*Exercise goal*
Look through the listing for the word "shaded". Copy each line that has it.

--- START ---

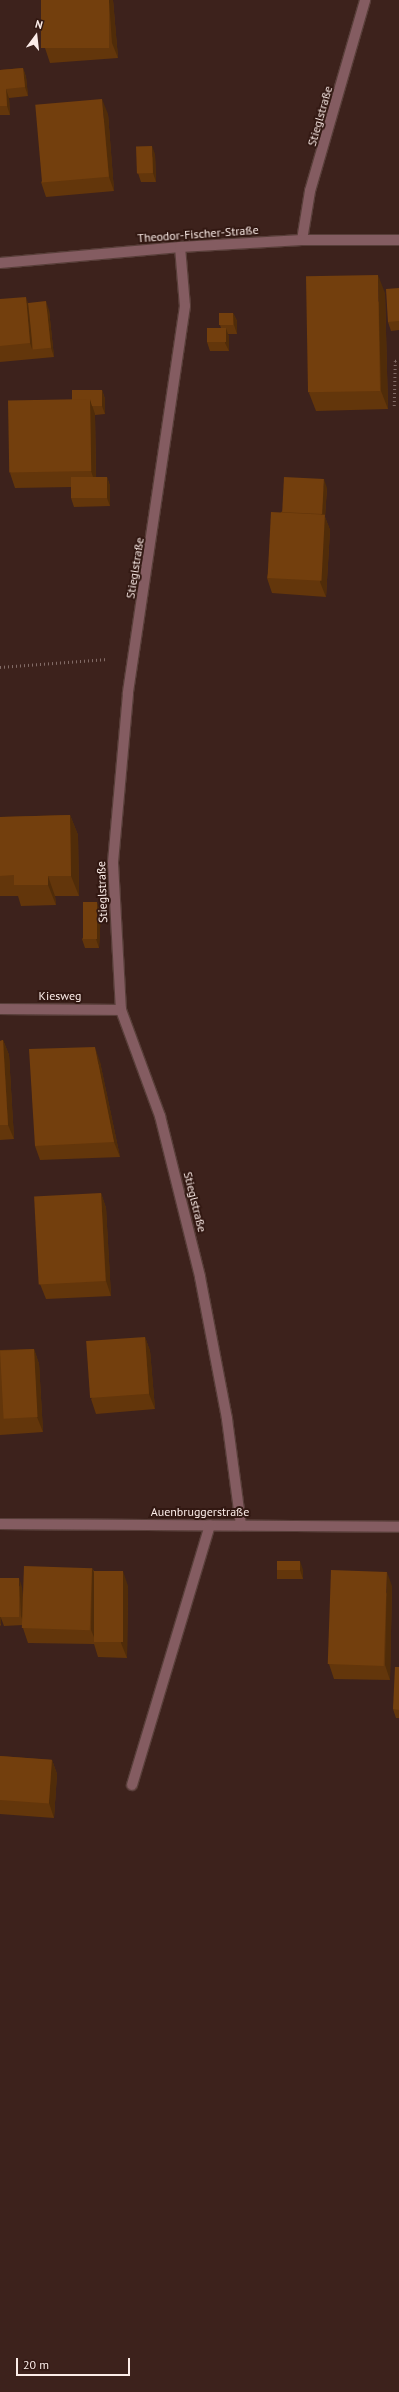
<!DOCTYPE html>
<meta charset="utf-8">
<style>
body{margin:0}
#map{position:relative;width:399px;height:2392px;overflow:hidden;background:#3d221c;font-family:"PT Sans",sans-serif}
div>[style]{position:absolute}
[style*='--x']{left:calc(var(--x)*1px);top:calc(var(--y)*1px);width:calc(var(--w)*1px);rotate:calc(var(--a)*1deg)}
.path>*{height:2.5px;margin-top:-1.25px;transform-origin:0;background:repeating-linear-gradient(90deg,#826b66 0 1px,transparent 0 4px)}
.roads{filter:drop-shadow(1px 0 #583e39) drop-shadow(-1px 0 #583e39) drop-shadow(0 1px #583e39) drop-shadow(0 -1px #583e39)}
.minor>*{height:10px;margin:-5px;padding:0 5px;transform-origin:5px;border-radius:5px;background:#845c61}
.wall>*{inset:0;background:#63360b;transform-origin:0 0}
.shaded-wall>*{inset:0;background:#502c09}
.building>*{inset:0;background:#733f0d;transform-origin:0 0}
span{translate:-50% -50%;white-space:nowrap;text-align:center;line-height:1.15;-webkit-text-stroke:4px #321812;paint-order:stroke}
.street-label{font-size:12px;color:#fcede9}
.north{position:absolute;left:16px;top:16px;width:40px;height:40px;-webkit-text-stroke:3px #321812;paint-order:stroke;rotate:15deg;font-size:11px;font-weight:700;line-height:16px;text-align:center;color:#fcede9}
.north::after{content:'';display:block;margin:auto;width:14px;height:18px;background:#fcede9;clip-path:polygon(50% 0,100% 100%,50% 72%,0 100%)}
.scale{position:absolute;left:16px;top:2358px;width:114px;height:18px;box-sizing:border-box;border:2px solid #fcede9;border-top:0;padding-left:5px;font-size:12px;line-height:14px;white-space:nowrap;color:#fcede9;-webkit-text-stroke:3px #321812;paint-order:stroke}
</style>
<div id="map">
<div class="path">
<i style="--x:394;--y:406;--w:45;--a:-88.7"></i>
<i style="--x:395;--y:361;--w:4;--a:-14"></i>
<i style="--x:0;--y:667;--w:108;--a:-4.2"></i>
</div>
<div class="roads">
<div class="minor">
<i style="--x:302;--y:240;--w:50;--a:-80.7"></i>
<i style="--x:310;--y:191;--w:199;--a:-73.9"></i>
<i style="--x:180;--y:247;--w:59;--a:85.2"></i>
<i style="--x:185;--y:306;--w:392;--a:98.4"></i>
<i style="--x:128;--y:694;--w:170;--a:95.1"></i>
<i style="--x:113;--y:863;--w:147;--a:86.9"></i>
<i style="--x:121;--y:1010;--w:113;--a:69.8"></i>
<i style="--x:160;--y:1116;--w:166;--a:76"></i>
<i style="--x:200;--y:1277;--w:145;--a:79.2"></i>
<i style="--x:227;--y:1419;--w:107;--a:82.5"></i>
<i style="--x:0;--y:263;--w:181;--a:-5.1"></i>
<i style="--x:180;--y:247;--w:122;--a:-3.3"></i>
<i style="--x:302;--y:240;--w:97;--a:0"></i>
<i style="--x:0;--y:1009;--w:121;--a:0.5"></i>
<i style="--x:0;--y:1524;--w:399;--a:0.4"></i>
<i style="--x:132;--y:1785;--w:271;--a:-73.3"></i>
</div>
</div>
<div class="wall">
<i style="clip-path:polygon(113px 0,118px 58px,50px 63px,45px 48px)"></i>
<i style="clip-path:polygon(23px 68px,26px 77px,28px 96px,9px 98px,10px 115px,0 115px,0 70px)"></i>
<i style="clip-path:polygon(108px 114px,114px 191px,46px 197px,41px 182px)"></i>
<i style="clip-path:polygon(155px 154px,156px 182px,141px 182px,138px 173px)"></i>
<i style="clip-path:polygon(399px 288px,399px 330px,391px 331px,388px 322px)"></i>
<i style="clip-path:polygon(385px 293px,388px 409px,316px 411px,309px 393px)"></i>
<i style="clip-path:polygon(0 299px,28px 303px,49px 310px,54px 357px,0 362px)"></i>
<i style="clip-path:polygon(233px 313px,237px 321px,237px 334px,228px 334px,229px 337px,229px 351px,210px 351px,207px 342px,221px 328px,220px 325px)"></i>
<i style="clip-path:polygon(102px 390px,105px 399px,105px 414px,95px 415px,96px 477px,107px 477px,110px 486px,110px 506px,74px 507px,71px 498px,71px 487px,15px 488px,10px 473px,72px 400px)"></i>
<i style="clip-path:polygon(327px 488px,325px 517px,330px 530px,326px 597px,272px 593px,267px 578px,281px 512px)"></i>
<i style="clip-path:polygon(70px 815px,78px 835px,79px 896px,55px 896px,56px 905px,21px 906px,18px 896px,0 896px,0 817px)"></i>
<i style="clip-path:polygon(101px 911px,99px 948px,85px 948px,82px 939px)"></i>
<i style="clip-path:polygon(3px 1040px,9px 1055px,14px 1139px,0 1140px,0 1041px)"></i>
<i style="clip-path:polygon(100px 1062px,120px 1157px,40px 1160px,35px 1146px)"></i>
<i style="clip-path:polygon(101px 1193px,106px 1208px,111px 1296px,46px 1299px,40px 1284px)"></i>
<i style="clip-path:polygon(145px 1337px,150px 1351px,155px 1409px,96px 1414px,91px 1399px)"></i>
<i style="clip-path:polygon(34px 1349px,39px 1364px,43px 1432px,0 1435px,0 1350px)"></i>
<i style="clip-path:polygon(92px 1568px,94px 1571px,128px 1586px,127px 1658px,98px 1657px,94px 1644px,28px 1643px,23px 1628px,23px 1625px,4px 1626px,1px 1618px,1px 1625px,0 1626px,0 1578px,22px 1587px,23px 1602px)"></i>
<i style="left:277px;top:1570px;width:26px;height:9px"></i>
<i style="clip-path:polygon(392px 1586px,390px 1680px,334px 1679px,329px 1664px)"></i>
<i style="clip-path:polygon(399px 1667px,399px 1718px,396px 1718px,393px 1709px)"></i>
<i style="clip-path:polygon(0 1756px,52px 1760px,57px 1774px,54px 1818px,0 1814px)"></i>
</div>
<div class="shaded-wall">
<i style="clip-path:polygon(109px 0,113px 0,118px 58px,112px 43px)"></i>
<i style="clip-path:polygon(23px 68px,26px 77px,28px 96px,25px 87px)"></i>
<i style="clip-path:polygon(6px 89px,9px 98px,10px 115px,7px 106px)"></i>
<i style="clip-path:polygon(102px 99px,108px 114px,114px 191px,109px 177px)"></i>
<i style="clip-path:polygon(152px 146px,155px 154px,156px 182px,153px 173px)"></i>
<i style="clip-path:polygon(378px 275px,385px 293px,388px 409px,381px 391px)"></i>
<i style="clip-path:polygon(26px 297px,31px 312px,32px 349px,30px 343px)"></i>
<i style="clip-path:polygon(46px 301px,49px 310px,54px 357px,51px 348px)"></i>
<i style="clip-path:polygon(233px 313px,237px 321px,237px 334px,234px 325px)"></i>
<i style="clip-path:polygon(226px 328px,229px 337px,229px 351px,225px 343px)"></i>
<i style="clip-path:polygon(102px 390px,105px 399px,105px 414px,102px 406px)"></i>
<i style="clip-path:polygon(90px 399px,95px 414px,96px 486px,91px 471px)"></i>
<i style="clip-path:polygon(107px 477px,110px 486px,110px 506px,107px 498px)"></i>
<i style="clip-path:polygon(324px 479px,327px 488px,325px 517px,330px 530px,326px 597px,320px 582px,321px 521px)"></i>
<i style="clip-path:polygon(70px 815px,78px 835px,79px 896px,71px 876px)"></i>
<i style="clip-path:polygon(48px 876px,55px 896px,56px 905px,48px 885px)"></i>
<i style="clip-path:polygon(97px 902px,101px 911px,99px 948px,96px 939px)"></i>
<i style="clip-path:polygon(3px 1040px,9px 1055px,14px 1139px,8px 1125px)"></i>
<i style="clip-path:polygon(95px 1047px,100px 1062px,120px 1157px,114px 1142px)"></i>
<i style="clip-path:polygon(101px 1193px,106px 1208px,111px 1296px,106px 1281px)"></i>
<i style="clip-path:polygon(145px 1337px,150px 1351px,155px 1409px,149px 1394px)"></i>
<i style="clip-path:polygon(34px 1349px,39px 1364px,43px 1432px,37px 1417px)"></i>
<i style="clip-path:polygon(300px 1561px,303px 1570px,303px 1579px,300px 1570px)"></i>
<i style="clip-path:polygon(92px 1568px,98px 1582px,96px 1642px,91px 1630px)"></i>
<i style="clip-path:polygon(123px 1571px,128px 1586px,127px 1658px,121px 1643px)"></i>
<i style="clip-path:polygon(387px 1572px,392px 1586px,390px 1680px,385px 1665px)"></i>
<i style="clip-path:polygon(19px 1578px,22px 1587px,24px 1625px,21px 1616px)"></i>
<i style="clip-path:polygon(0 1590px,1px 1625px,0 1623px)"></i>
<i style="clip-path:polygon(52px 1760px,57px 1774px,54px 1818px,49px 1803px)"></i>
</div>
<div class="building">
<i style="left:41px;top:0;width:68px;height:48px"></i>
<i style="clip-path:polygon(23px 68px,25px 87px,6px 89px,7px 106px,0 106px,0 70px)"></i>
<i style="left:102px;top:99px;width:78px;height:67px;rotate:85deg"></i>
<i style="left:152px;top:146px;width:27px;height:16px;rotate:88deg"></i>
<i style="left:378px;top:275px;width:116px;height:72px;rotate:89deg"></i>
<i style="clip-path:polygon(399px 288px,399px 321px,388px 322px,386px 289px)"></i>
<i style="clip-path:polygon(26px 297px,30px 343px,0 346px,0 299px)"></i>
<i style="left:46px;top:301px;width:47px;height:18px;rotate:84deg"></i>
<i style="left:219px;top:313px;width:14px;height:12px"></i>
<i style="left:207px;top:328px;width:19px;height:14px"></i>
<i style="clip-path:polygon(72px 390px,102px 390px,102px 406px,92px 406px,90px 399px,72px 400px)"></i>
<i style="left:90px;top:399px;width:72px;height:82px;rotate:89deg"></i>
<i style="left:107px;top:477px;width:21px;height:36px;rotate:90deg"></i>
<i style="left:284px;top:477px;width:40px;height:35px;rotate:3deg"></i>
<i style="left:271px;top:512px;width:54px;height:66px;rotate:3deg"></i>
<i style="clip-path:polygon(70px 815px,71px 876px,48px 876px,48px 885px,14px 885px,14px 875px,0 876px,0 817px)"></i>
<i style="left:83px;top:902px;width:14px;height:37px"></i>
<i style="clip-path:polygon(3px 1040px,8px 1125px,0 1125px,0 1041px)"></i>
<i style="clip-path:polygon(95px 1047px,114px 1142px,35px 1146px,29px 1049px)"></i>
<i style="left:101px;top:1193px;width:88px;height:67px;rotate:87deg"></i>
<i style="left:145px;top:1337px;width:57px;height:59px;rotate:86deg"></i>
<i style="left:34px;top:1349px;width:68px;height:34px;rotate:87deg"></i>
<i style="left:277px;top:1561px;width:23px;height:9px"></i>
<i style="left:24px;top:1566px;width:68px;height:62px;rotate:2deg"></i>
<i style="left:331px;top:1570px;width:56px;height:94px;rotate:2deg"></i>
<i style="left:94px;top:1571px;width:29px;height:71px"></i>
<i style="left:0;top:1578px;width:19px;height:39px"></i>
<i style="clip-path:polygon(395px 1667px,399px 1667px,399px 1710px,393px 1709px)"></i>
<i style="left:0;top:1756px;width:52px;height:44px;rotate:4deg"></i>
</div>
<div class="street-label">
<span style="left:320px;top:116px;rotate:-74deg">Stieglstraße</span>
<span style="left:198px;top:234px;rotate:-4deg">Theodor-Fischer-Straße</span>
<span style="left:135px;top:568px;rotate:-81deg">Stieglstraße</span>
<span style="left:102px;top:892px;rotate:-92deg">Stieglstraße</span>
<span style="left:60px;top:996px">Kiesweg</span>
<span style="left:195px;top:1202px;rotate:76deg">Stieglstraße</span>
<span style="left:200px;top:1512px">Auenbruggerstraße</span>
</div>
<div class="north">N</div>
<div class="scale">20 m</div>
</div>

--- END ---
--- START ---

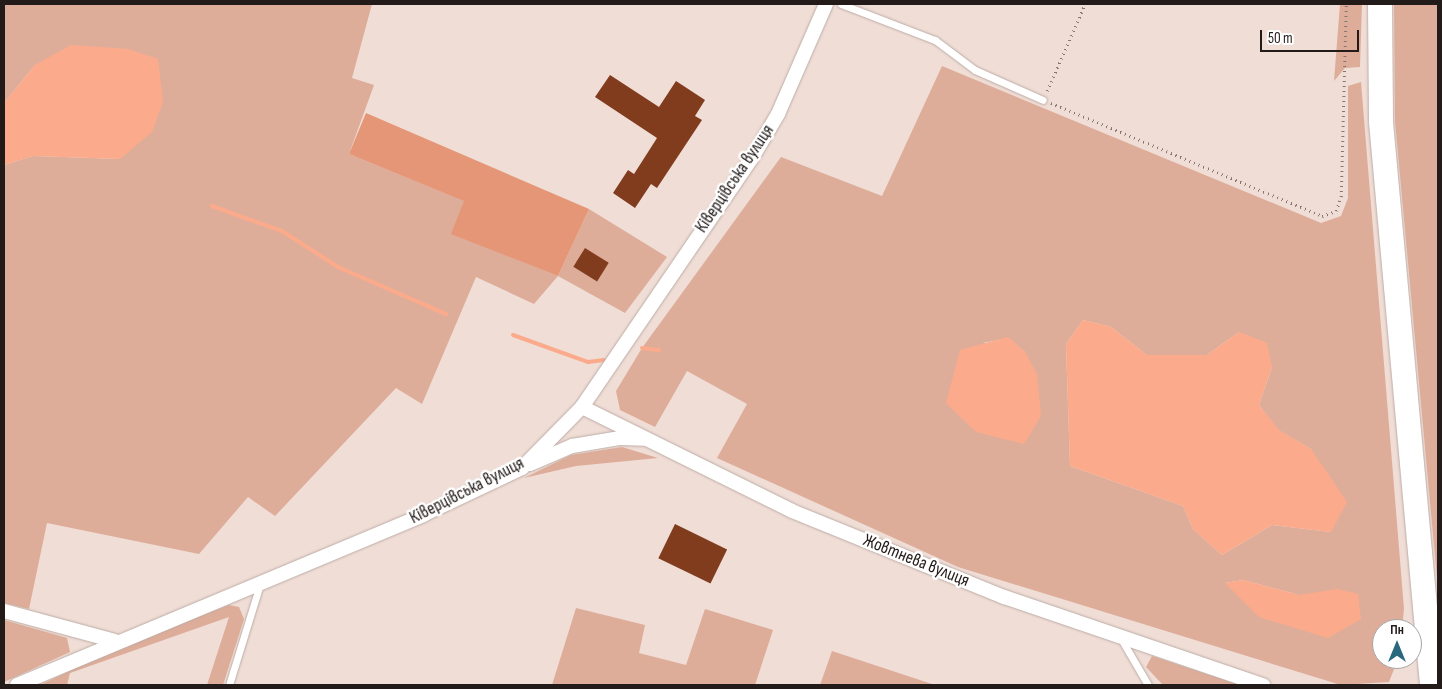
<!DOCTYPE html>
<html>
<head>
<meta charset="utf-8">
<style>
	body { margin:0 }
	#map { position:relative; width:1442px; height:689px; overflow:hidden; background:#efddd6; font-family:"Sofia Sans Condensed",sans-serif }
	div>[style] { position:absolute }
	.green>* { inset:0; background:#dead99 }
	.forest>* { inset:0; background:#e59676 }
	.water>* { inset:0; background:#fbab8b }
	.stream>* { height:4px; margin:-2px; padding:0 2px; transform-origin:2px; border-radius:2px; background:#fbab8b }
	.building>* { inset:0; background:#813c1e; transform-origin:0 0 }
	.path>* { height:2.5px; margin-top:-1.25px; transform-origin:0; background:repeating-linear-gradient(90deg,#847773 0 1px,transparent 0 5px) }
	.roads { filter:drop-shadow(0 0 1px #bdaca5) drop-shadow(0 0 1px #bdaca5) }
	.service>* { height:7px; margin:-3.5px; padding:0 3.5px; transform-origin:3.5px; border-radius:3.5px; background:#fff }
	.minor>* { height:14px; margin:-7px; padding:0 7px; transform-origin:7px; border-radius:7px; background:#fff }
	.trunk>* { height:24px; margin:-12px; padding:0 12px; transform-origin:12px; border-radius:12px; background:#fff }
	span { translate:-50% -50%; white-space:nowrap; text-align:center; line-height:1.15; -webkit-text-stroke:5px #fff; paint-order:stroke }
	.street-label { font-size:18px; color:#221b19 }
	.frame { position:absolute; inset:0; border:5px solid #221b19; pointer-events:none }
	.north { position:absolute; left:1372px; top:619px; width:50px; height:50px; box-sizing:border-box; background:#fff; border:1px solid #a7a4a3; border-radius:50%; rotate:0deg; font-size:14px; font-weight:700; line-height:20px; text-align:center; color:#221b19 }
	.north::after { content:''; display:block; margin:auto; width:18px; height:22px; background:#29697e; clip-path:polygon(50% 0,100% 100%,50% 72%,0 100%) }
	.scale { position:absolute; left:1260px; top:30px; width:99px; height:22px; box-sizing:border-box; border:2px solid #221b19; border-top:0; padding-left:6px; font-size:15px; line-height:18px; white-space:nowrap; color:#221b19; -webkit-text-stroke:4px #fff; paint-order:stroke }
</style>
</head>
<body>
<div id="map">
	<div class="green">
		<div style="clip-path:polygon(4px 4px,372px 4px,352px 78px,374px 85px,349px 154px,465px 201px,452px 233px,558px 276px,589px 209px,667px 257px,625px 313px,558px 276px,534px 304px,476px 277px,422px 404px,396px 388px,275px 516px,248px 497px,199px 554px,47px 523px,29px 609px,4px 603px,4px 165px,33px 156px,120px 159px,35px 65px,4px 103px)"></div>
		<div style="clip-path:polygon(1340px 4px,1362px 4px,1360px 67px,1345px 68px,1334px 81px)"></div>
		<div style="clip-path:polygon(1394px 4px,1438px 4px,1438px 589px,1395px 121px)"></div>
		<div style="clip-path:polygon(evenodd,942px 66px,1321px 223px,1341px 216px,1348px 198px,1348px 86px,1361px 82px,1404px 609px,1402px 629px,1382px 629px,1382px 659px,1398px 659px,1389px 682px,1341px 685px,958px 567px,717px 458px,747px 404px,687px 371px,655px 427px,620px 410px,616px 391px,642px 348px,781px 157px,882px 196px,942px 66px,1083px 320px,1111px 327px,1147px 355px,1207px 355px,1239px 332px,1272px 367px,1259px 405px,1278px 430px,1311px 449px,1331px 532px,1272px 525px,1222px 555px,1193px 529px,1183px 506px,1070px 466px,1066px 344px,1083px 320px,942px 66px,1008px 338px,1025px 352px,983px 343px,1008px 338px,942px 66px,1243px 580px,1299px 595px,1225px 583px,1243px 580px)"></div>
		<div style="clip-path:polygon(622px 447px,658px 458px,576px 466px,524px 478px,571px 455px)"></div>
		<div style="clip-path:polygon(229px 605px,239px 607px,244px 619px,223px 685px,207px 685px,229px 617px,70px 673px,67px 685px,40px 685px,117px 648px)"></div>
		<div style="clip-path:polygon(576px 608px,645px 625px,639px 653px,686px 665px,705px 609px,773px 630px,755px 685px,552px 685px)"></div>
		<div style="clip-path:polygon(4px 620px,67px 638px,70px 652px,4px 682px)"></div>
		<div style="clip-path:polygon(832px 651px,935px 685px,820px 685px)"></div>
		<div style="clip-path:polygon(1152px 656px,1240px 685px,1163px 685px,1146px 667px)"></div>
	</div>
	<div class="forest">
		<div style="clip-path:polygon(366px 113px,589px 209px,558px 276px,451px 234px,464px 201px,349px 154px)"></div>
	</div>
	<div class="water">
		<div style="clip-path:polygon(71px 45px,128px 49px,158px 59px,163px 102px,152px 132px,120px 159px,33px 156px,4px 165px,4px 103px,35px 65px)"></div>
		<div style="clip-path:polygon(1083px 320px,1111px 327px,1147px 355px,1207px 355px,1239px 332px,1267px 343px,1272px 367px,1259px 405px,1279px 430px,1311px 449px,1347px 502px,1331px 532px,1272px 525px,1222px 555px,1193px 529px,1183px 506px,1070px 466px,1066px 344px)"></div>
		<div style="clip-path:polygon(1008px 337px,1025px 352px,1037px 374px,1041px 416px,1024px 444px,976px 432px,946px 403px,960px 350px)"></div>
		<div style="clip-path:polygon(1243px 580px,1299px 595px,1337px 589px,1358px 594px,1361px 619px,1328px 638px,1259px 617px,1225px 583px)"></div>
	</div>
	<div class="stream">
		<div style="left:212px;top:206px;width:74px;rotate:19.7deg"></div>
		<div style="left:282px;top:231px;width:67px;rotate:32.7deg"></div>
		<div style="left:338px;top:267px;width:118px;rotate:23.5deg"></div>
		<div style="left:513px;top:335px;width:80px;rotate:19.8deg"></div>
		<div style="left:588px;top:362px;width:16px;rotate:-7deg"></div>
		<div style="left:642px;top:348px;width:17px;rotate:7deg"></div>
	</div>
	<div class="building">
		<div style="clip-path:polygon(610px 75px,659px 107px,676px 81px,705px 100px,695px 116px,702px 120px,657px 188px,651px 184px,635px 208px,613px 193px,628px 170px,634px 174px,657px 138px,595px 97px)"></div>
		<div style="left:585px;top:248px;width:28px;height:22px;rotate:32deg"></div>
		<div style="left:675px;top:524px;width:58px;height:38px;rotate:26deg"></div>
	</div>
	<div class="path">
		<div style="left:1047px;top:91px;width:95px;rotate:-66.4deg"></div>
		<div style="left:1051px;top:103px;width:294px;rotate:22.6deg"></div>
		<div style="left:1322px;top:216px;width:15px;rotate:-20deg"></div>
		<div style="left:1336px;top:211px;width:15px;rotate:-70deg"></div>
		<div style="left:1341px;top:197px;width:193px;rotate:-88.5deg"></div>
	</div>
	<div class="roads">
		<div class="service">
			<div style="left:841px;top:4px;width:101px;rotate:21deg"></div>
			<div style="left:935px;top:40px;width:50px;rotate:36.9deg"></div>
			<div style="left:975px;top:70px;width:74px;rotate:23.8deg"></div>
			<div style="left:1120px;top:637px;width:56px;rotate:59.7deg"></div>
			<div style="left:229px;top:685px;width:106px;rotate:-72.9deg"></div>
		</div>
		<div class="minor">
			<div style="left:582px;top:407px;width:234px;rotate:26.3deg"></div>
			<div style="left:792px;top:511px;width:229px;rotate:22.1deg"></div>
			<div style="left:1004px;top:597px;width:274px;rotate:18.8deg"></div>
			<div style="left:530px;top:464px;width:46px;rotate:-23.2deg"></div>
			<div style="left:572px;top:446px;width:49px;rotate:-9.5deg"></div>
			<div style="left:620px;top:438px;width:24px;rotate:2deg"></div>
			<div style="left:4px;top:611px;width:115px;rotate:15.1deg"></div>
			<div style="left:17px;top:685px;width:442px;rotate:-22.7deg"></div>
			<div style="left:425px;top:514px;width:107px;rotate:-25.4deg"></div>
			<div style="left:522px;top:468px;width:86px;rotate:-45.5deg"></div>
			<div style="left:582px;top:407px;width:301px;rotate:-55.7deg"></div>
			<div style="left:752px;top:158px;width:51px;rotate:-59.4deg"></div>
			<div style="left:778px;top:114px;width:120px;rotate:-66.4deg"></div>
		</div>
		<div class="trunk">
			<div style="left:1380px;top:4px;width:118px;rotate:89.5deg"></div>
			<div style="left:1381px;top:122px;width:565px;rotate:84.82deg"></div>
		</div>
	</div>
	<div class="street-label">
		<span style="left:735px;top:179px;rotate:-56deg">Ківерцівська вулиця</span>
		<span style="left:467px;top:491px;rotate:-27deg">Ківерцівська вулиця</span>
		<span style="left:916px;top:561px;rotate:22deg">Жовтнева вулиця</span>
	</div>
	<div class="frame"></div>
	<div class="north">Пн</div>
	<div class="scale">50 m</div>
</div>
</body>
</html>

--- END ---

*Result*
.shaded-wall>*{inset:0;background:#502c09}
<div class="shaded-wall">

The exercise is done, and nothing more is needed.